If my limited experience has taught me anything about computer reliability, it's that a single mis-set bit somewhere can bring down a system. Maybe the bit got there by user error, maybe it got there because of RAM or disk failure, maybe it got there from a bug in the application, OS, or firmware. Maybe a component on the motherboard shorted out. Maybe it's the climate. Maybe it's the phase of the moon.
I've seen it happen with discount ghetto hardware, I've seen it happen with high end hardware. I've seen it happen on Windows. On Linux. On FreeBSD. On Solaris. I've seen servers go down due to catastrophic hardware failure and I've seen them go down because a $2 fan died. I've seen people come inches from major power supply caused injury working on a desktop PC.
Everything will break.
There's just too much freaking complexity. Now I just buy whatever's cheapest so I can buy way more than I need.

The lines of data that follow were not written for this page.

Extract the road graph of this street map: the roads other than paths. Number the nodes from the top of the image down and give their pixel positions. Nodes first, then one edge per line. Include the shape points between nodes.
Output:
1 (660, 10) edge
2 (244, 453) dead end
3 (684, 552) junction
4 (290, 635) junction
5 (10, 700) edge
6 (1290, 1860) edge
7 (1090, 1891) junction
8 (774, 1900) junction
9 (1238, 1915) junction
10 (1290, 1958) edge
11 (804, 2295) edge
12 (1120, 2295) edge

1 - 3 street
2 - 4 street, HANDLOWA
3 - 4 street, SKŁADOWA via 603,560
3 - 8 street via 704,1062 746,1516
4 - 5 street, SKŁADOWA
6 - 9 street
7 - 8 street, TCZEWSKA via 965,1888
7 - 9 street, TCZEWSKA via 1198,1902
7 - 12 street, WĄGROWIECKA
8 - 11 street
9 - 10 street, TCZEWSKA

Mix up the configurations a bit so you get some bio-diversity; if one drive manufacturer has a bad year, you don't want all of your eggs invested in them.
Most important of all, at the first sign of trouble, throw it away.

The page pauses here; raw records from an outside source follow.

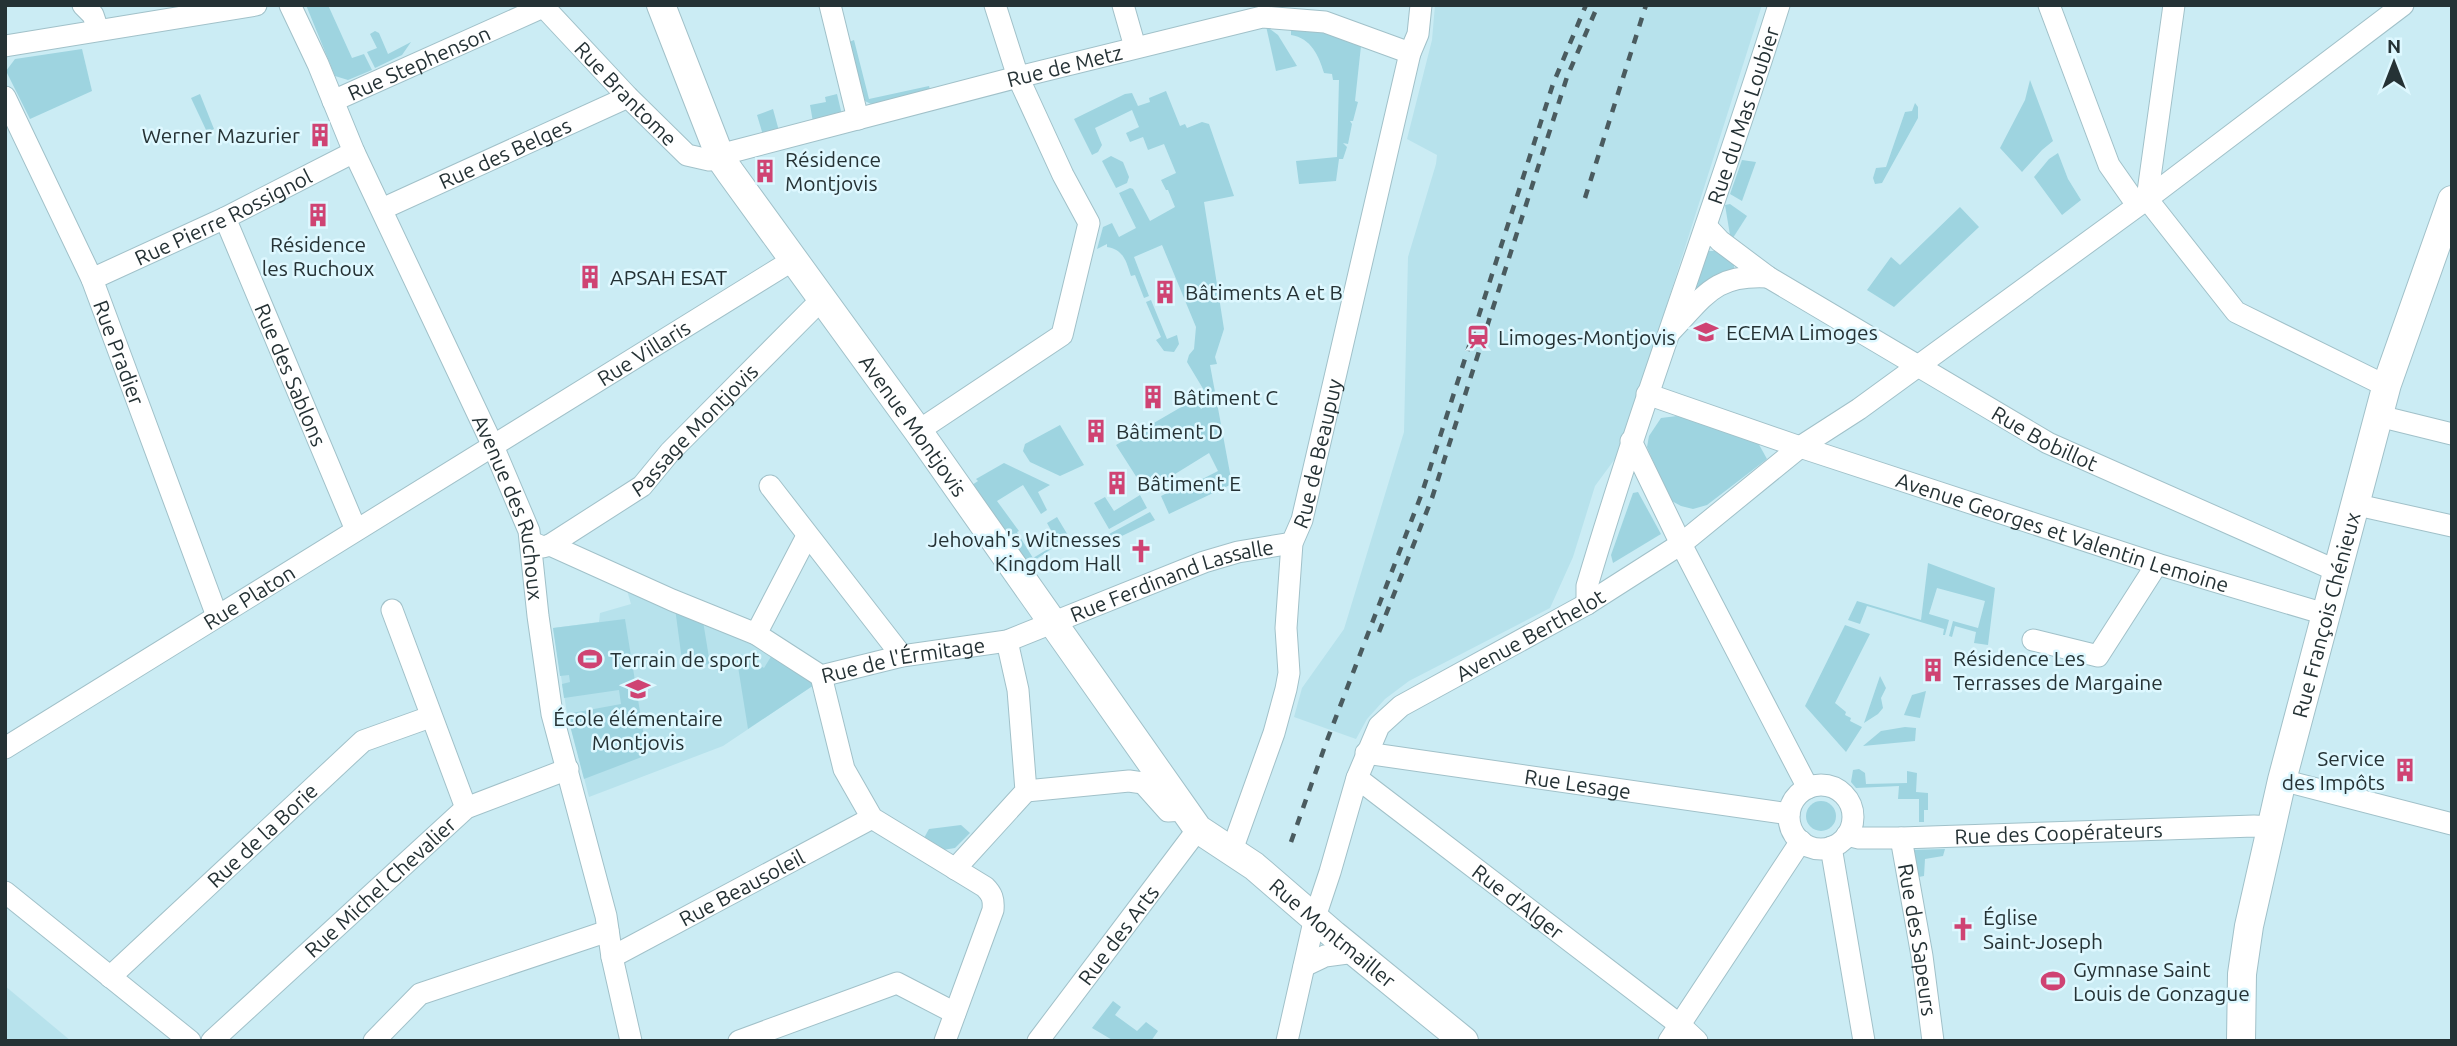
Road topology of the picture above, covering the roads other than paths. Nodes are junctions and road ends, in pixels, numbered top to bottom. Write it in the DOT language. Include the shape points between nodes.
graph roads {
  1 [pos="83,5"];
  2 [pos="256,5"];
  3 [pos="290,5"];
  4 [pos="661,5"];
  5 [pos="830,5"];
  6 [pos="995,5"];
  7 [pos="1123,5"];
  8 [pos="1407,5"];
  9 [pos="1421,5"];
  10 [pos="1779,5"];
  11 [pos="2049,5"];
  12 [pos="2174,5"];
  13 [pos="2403,5"];
  14 [pos="543,6"];
  15 [pos="1261,11"];
  16 [pos="98,30"];
  17 [pos="5,46"];
  18 [pos="1135,47"];
  19 [pos="1410,53"];
  20 [pos="1018,77"];
  21 [pos="5,97"];
  22 [pos="628,97"];
  23 [pos="333,102"];
  24 [pos="858,118"];
  25 [pos="354,152"];
  26 [pos="722,159"];
  27 [pos="2452,200"];
  28 [pos="2142,202"];
  29 [pos="382,209"];
  30 [pos="225,218"];
  31 [pos="1706,226"];
  32 [pos="793,260"];
  33 [pos="1768,277"];
  34 [pos="92,279"];
  35 [pos="822,299"];
  36 [pos="1667,336"];
  37 [pos="1918,365"];
  38 [pos="2387,384"];
  39 [pos="1647,394"];
  40 [pos="2379,416"];
  41 [pos="918,431"];
  42 [pos="2452,434"];
  43 [pos="1631,441"];
  44 [pos="493,446"];
  45 [pos="1800,447"];
  46 [pos="770,486"];
  47 [pos="2353,504"];
  48 [pos="2452,526"];
  49 [pos="356,530"];
  50 [pos="807,536"];
  51 [pos="540,543"];
  52 [pos="1292,543"];
  53 [pos="1681,544"];
  54 [pos="2157,564"];
  55 [pos="2337,571"];
  56 [pos="1587,604"];
  57 [pos="392,610"];
  58 [pos="2325,614"];
  59 [pos="217,616"];
  60 [pos="1052,623"];
  61 [pos="756,634"];
  62 [pos="2033,640"];
  63 [pos="1007,641"];
  64 [pos="902,656"];
  65 [pos="821,676"];
  66 [pos="430,717"];
  67 [pos="5,748"];
  68 [pos="1366,753"];
  69 [pos="568,769"];
  70 [pos="1357,778"];
  71 [pos="2282,780"];
  72 [pos="1808,788"];
  73 [pos="1026,791"];
  74 [pos="466,808"];
  75 [pos="1789,814"];
  76 [pos="872,818"];
  77 [pos="1191,820"];
  78 [pos="2452,824"];
  79 [pos="2272,827"];
  80 [pos="1901,838"];
  81 [pos="1801,841"];
  82 [pos="1839,841"];
  83 [pos="1232,850"];
  84 [pos="955,869"];
  85 [pos="5,892"];
  86 [pos="1306,910"];
  87 [pos="608,931"];
  88 [pos="1355,952"];
  89 [pos="612,957"];
  90 [pos="1304,966"];
  91 [pos="110,977"];
  92 [pos="955,1013"];
  93 [pos="1675,1033"];
  94 [pos="190,1041"];
  95 [pos="212,1041"];
  96 [pos="374,1041"];
  97 [pos="631,1041"];
  98 [pos="739,1041"];
  99 [pos="945,1041"];
  100 [pos="1038,1041"];
  101 [pos="1287,1041"];
  102 [pos="1464,1041"];
  103 [pos="1697,1041"];
  104 [pos="1864,1041"];
  105 [pos="1933,1041"];
  106 [pos="2241,1041"];
  1 -- 16 [label="street"];
  2 -- 16 [label="street"];
  3 -- 23 [label="street, Avenue des Ruchoux"];
  4 -- 26 [label="main road, Avenue Montjovis"];
  5 -- 24 [label="street"];
  6 -- 20 [label="street"];
  7 -- 18 [label="street"];
  8 -- 19 [label="street, Rue de Beaupuy"];
  9 -- 19 [label="street, Rue de Beaupuy" via="1418,34"];
  10 -- 31 [label="street, Rue du Mas Loubier"];
  11 -- 28 [label="street" via="2109,165"];
  12 -- 28 [label="street"];
  13 -- 28 [label="street, Avenue Berthelot"];
  14 -- 22 [label="street, Rue Brantome"];
  14 -- 23 [label="street, Rue Stephenson"];
  15 -- 18 [label="street, Rue de Metz"];
  15 -- 19 [label="street, Rue de Metz" via="1325,22"];
  16 -- 17 [label="street"];
  18 -- 20 [label="street, Rue de Metz"];
  19 -- 52 [label="street, Rue de Beaupuy" via="1302,520"];
  20 -- 24 [label="street, Rue de Metz"];
  20 -- 41 [label="street" via="1089,223 1062,335"];
  21 -- 34 [label="street, Rue Pradier"];
  22 -- 26 [label="street, Rue Brantome" via="687,155"];
  22 -- 29 [label="street, Rue des Belges"];
  23 -- 25 [label="street, Avenue des Ruchoux"];
  24 -- 26 [label="street, Rue de Metz" via="731,152"];
  25 -- 29 [label="street, Avenue des Ruchoux"];
  25 -- 30 [label="street, Rue Pierre Rossignol"];
  26 -- 32 [label="main road, Avenue Montjovis"];
  27 -- 38 [label="main road, Rue François Chénieux"];
  28 -- 37 [label="street, Avenue Berthelot"];
  28 -- 38 [label="street" via="2236,312"];
  29 -- 44 [label="street, Avenue des Ruchoux"];
  30 -- 34 [label="street, Rue Pierre Rossignol"];
  30 -- 49 [label="street, Rue des Sablons"];
  31 -- 33 [label="street, Rue Bobillot"];
  31 -- 36 [label="street, Rue du Mas Loubier"];
  32 -- 35 [label="main road, Avenue Montjovis"];
  32 -- 44 [label="street, Rue Villaris"];
  33 -- 36 [label="street" via="1728,279 1710,291"];
  33 -- 37 [label="street, Rue Bobillot"];
  34 -- 59 [label="street, Rue Pradier"];
  35 -- 41 [label="main road, Avenue Montjovis"];
  35 -- 51 [label="street, Passage Montjovis" via="642,486"];
  36 -- 39 [label="street, Rue du Mas Loubier"];
  37 -- 45 [label="street, Avenue Berthelot"];
  37 -- 55 [label="street, Rue Bobillot" via="2049,443"];
  38 -- 40 [label="main road, Rue François Chénieux"];
  39 -- 43 [label="street, Rue du Mas Loubier"];
  39 -- 45 [label="street, Avenue Georges et Valentin Lemoine"];
  40 -- 42 [label="street"];
  40 -- 47 [label="main road, Rue François Chénieux"];
  41 -- 60 [label="main road, Avenue Montjovis"];
  43 -- 53 [label="street"];
  43 -- 56 [label="street, Rue du Mas Loubier" via="1587,586"];
  44 -- 49 [label="street, Rue Platon"];
  44 -- 51 [label="street, Avenue des Ruchoux" via="529,531"];
  45 -- 53 [label="street, Avenue Berthelot"];
  45 -- 54 [label="street, Avenue Georges et Valentin Lemoine"];
  46 -- 50 [label="street"];
  47 -- 48 [label="street"];
  47 -- 55 [label="main road, Rue François Chénieux"];
  49 -- 59 [label="street, Rue Platon"];
  50 -- 61 [label="street"];
  50 -- 64 [label="street"];
  51 -- 61 [label="street, Rue de l'Érmitage"];
  51 -- 69 [label="street, Avenue des Ruchoux" via="538,616 552,713"];
  52 -- 60 [label="street, Rue Ferdinand Lassalle" via="1204,562"];
  52 -- 83 [label="street, Rue de Beaupuy" via="1286,689"];
  53 -- 56 [label="street, Avenue Berthelot"];
  53 -- 72 [label="street"];
  54 -- 58 [label="street, Avenue Georges et Valentin Lemoine"];
  54 -- 62 [label="street" via="2098,656"];
  55 -- 58 [label="main road, Rue François Chénieux"];
  56 -- 68 [label="street, Avenue Berthelot" via="1401,706 1379,726"];
  57 -- 66 [label="street"];
  58 -- 71 [label="main road, Rue François Chénieux"];
  59 -- 67 [label="street, Rue Platon"];
  60 -- 63 [label="street, Rue de l'Érmitage"];
  60 -- 77 [label="main road, Avenue Montjovis"];
  61 -- 65 [label="street, Rue de l'Érmitage"];
  63 -- 64 [label="street, Rue de l'Érmitage"];
  63 -- 73 [label="street" via="1018,690"];
  64 -- 65 [label="street, Rue de l'Érmitage"];
  65 -- 76 [label="street" via="844,769"];
  66 -- 74 [label="street"];
  66 -- 91 [label="street, Rue de la Borie" via="363,741"];
  68 -- 70 [label="street, Avenue Berthelot"];
  68 -- 75 [label="street, Rue Lesage"];
  69 -- 74 [label="street, Rue Michel Chevalier"];
  69 -- 87 [label="street, Avenue des Ruchoux"];
  70 -- 86 [label="street, Avenue Berthelot" via="1330,872"];
  70 -- 93 [label="street, Rue d'Alger"];
  71 -- 78 [label="street"];
  71 -- 79 [label="main road, Rue François Chénieux"];
  72 -- 75 [label="street" via="1795,799"];
  72 -- 82 [label="street" via="1828,786 1845,796 1852,824"];
  73 -- 77 [label="street" via="1143,783 1168,811"];
  73 -- 84 [label="street"];
  74 -- 95 [label="street, Rue Michel Chevalier"];
  75 -- 81 [label="street"];
  76 -- 84 [label="street"];
  76 -- 89 [label="street, Rue Beausoleil"];
  77 -- 83 [label="main road, Rue Montmailler"];
  77 -- 100 [label="street, Rue des Arts"];
  79 -- 80 [label="street, Rue des Coopérateurs"];
  79 -- 106 [label="main road, Rue François Chénieux" via="2242,974"];
  80 -- 82 [label="street, Rue des Coopérateurs"];
  80 -- 105 [label="street, Rue des Sapeurs"];
  81 -- 82 [label="street" via="1814,848"];
  81 -- 93 [label="street"];
  82 -- 104 [label="street"];
  83 -- 86 [label="main road, Rue Montmailler"];
  84 -- 92 [label="street" via="985,887 994,900"];
  85 -- 91 [label="street"];
  86 -- 88 [label="main road, Rue Montmailler"];
  86 -- 90 [label="street"];
  87 -- 89 [label="street, Avenue des Ruchoux"];
  87 -- 96 [label="street" via="420,994"];
  88 -- 90 [label="street" via="1325,956"];
  88 -- 102 [label="main road, Rue Montmailler"];
  89 -- 97 [label="street, Avenue des Ruchoux"];
  90 -- 101 [label="street"];
  91 -- 94 [label="street"];
  92 -- 98 [label="street" via="897,983"];
  92 -- 99 [label="street"];
  93 -- 103 [label="street, Rue d'Alger"];
}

Try to resist the urge to fix it. I mean it. You cost more than that piece of junk. Put in a purchase request and move on.
Yes.
That is no problem at all. I keep detailed listing of what backup set is stored on what backup media.
As far as the "damn high cost of magnetic tape", you must be talking about those cheap tape drives that use expensive tapes. We have a couple of those around here, but we don't use them much at all.

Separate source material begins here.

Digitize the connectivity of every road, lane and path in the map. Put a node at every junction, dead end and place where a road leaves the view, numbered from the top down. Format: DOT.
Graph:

Interestingly enough, individual tapes don't really vary all that much whether they carry 4 GB or 400 GB. But IMHO the tape drives that use 4 GB tapes are not trustworthy enough to use for backups and I would never suggest using such.
If it is no longer manufacturered in two years, then you made a very poor choice of choosing a backup system.
Go to LTO Ultrium. It will still be around in 5 years.
Why would anyone use something like that for a backup? The first critera should be that whatever you write to the tape should be readable using any device that can read and write to that tape.
I've had very little problem with bad tapes. But just in case, having just one copy of the file on a backup tape is an amateur error.
I've used tapes, disks, CDs, DVDs, and even in a few cases printouts of really important data. And tapes are still my favorite.
No, choose RAID 5 instead of RAID 1+0. Here is why:
To give you a datapoint, I have set up multiple Linux software RAID 5 arrays on various servers with 10+ SATA disks, and the I/O throughput is over 500+ MB/s (enough to saturate 2 full-duplex GigE links !). At my previous work we had about 200 servers, all using Linux software RAID 5. And we have been MUCH MORE HAPPY than the previous setup where all of them were using hardware RAID 5. Moreover, Linux's software RAID 5 is more flexible (create arrays on ANY disk on ANY SCSI/SATA card in the system), more consistant (one and only one control software to learn: mdadm(8), no need to use crappy vendor tools or reboot into vendor BIOSes), cheaper (no hardware to buy), more reliable (no hardware card = 1 less hw component that can fail), easier to troubleshoot (plug the disks on ANY linux server and it works, no reliance on any particular hw card) and more scalable (spread the load across multiple disk controllers, multiple PCI-X/PCIe busses, or even multiple SAN devices).
It's amazing the amount of misinformation and misconceptions about RAID that is spread around the world. I hate to say it but 95% of IT engineers don't make good choices regarding RAID servers because of all those misconceptions.